▸ **PROVIDED ENTRIES**:
■ ■ ■ ■ ■ ■ ■
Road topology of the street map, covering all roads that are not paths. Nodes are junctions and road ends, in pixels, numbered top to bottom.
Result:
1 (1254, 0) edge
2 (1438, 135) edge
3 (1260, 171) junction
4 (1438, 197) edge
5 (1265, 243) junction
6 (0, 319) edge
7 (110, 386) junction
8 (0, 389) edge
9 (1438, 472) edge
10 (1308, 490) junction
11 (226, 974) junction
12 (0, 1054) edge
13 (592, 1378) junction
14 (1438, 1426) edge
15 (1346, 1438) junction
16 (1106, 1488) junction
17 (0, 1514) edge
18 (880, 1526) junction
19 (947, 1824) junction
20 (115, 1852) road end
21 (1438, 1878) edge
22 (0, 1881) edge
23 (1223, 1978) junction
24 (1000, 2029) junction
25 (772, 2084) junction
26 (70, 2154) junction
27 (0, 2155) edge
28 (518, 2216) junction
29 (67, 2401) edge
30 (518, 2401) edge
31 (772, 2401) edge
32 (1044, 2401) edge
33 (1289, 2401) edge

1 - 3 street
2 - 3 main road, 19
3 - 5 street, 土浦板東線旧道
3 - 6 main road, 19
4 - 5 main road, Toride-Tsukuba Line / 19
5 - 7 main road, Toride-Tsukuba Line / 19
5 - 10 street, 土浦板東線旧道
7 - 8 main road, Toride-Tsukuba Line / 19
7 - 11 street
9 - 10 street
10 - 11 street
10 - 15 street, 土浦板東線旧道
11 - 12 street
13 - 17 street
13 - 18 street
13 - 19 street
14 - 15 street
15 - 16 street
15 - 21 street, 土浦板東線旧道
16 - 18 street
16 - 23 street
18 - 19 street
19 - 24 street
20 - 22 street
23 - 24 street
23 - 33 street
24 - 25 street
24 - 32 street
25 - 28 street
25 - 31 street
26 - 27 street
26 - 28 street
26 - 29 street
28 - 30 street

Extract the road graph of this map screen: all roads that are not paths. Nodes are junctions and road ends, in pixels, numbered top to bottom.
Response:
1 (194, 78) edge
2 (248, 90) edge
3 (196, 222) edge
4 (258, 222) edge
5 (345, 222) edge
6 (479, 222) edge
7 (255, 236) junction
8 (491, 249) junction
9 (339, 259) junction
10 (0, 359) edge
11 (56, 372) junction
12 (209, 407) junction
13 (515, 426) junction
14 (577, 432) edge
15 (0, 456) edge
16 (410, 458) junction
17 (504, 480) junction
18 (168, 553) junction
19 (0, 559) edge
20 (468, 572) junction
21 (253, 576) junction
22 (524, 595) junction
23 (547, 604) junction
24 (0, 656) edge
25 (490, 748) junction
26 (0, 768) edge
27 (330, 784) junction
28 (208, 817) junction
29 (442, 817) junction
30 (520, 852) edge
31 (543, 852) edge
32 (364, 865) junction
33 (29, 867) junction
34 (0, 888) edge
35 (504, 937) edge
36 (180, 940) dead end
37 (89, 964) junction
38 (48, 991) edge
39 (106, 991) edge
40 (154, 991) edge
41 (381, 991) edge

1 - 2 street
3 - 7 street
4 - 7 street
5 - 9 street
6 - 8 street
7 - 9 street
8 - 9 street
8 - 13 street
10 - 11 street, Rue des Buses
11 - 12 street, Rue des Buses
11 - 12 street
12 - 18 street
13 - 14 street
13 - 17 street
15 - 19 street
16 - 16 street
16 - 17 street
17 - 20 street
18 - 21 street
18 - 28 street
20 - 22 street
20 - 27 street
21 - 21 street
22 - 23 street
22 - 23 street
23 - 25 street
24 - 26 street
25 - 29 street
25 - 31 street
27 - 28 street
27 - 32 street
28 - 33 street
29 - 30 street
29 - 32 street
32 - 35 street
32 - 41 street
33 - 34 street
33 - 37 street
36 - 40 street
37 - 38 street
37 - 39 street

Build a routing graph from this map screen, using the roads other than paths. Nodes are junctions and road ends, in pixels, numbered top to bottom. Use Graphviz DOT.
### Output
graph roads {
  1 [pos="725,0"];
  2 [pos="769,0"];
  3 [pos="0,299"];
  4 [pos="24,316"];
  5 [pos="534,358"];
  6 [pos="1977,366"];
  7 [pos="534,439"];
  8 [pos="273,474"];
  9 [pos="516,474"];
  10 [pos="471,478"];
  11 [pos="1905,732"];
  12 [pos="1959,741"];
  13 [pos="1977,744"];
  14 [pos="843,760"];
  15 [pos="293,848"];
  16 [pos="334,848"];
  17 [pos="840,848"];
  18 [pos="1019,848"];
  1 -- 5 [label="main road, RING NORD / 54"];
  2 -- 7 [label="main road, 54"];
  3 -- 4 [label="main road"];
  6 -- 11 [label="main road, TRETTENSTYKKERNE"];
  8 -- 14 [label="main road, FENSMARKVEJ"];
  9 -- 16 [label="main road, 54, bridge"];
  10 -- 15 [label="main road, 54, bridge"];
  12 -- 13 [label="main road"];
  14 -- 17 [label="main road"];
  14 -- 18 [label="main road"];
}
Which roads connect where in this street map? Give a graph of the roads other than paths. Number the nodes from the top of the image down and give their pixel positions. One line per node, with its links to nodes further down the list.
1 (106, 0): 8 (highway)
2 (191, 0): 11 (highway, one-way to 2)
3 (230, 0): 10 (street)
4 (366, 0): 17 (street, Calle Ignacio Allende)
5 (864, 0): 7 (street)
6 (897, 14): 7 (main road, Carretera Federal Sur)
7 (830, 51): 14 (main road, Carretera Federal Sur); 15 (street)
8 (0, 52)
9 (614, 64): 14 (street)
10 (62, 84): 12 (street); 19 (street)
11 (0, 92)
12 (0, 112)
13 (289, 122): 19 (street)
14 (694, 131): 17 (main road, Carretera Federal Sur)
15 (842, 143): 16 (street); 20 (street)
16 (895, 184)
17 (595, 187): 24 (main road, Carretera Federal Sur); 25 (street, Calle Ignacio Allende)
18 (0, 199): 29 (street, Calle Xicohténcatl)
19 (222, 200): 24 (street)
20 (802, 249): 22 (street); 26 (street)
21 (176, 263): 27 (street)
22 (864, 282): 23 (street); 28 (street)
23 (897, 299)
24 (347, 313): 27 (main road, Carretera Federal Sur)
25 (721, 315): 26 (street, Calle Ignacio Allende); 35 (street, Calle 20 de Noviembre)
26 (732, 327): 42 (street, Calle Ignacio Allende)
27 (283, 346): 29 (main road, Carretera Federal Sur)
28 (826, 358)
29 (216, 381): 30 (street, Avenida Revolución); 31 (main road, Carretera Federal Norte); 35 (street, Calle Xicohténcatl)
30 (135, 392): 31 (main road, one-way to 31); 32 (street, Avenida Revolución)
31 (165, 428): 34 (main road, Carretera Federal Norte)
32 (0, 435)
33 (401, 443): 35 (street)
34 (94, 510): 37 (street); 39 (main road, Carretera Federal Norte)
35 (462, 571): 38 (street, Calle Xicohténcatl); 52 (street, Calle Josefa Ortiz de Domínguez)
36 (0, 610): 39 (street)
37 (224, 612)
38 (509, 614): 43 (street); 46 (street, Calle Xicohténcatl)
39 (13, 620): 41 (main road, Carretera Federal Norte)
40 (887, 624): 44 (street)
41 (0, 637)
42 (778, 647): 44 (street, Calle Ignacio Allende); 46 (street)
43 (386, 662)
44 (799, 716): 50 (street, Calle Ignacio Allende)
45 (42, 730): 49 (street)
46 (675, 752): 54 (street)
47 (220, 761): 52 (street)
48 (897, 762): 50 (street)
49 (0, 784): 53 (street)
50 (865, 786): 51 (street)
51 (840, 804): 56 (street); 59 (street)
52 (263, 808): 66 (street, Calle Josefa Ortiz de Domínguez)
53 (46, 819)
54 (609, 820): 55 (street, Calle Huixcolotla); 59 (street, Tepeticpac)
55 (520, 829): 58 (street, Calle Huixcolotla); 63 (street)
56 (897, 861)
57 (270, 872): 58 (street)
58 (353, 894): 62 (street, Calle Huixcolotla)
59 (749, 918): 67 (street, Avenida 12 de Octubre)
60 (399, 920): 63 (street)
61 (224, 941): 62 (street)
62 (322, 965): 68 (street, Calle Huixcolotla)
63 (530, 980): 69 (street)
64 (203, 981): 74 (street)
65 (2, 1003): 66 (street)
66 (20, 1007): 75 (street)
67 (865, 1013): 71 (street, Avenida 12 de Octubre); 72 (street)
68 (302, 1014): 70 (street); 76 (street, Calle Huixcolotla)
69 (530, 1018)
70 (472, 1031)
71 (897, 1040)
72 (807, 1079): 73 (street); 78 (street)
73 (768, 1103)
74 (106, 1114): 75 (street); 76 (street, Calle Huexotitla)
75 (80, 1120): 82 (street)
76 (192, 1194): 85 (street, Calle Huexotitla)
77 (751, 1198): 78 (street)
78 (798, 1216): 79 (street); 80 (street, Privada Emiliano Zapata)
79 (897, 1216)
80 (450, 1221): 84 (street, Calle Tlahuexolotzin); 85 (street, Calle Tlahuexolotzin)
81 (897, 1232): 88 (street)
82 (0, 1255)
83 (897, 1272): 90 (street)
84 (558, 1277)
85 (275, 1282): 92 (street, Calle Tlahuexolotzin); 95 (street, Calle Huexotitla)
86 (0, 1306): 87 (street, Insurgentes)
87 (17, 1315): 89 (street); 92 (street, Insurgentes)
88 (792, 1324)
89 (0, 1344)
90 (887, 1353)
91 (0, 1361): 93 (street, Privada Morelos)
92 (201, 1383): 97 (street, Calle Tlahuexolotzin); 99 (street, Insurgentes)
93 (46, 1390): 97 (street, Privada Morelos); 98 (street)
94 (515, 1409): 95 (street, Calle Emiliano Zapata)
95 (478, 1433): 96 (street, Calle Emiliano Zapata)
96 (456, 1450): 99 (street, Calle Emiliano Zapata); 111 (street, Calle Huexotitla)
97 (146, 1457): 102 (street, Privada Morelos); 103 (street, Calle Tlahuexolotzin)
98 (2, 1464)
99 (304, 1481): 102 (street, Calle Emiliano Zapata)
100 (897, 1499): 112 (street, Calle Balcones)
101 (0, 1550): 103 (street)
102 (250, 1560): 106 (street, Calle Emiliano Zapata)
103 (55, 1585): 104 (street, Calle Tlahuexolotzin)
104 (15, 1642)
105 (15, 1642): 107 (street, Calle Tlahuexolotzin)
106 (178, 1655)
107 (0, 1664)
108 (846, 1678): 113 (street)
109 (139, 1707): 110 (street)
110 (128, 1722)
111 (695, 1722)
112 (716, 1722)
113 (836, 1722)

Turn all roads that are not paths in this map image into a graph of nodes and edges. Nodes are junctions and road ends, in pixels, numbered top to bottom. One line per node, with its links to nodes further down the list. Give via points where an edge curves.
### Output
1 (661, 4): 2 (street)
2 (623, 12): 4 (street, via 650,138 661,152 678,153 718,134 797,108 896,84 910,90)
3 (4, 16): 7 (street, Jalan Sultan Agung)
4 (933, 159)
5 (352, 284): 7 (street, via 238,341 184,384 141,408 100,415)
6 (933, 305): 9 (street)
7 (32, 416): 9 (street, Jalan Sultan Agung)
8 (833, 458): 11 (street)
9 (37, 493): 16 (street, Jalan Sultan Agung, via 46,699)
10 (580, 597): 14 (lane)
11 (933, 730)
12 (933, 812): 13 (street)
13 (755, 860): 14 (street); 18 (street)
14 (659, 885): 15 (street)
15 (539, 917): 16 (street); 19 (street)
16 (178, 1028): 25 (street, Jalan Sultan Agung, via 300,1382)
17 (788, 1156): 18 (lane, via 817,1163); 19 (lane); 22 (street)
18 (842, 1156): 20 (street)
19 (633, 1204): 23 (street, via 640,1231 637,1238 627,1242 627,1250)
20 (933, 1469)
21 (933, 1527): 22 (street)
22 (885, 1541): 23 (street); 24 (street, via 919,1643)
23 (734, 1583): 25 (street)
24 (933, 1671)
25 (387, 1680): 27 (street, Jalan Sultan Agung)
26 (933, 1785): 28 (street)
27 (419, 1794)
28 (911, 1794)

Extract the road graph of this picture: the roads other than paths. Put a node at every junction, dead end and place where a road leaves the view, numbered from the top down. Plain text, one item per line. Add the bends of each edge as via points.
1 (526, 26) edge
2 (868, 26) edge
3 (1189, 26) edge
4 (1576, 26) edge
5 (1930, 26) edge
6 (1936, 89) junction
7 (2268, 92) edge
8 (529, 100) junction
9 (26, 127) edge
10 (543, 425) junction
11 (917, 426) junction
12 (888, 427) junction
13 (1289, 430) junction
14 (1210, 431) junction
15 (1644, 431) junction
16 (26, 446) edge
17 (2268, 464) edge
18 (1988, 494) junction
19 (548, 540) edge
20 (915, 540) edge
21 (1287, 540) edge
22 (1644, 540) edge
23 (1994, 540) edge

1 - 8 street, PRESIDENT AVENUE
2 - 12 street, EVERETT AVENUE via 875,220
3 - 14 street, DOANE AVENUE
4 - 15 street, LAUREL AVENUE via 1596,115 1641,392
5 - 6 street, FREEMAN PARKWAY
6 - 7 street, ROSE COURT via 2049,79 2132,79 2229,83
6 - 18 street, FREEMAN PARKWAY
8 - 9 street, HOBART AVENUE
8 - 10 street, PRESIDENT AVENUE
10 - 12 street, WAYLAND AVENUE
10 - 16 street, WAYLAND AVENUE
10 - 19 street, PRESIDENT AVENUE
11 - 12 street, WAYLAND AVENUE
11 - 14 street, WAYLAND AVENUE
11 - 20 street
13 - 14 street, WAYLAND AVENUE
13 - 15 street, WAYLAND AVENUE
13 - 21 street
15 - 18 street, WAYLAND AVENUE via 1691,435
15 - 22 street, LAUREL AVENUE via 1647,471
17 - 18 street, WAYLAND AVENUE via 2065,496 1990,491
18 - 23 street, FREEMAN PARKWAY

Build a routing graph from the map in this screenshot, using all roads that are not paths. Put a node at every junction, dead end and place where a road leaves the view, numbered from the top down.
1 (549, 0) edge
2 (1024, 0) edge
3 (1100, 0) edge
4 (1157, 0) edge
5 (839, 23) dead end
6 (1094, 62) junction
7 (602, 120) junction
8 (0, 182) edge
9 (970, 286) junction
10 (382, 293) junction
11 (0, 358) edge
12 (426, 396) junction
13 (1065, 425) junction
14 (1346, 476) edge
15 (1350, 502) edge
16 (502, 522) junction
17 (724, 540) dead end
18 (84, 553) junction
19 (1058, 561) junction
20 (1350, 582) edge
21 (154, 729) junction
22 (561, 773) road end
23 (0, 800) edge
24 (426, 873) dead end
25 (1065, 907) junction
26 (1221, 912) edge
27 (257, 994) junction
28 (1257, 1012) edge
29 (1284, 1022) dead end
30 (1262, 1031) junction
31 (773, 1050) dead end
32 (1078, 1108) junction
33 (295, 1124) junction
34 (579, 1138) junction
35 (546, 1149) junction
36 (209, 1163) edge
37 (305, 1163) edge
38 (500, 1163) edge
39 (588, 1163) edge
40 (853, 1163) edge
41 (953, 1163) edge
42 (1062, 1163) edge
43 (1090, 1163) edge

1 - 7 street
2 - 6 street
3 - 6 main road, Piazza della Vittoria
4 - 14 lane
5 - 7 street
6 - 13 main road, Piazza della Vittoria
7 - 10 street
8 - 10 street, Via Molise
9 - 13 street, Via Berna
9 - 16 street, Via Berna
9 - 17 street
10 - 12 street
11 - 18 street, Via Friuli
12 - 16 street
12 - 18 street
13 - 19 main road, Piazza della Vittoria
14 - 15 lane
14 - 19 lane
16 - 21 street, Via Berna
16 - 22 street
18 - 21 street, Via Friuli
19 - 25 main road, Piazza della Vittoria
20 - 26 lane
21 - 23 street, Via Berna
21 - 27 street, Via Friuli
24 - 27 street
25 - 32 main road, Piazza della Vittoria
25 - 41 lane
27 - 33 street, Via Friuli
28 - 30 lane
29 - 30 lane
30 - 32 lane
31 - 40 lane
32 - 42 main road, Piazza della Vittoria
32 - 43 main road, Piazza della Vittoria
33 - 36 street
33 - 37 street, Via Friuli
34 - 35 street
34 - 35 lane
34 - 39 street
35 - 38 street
■ ■ ■ ■ ■ ■ ■
▸ **WHAT YOU NEED TO DO**: Look over the records above and copy each line that includes the string "every".

▸ **RESPONSE AREA**:
Extract the road graph of this picture: the roads other than paths. Put a node at every junction, dead end and place where a road leaves the view, numbered from the top down. Plain text, one item per line. Add the bends of each edge as via points.
Build a routing graph from the map in this screenshot, using all roads that are not paths. Put a node at every junction, dead end and place where a road leaves the view, numbered from the top down.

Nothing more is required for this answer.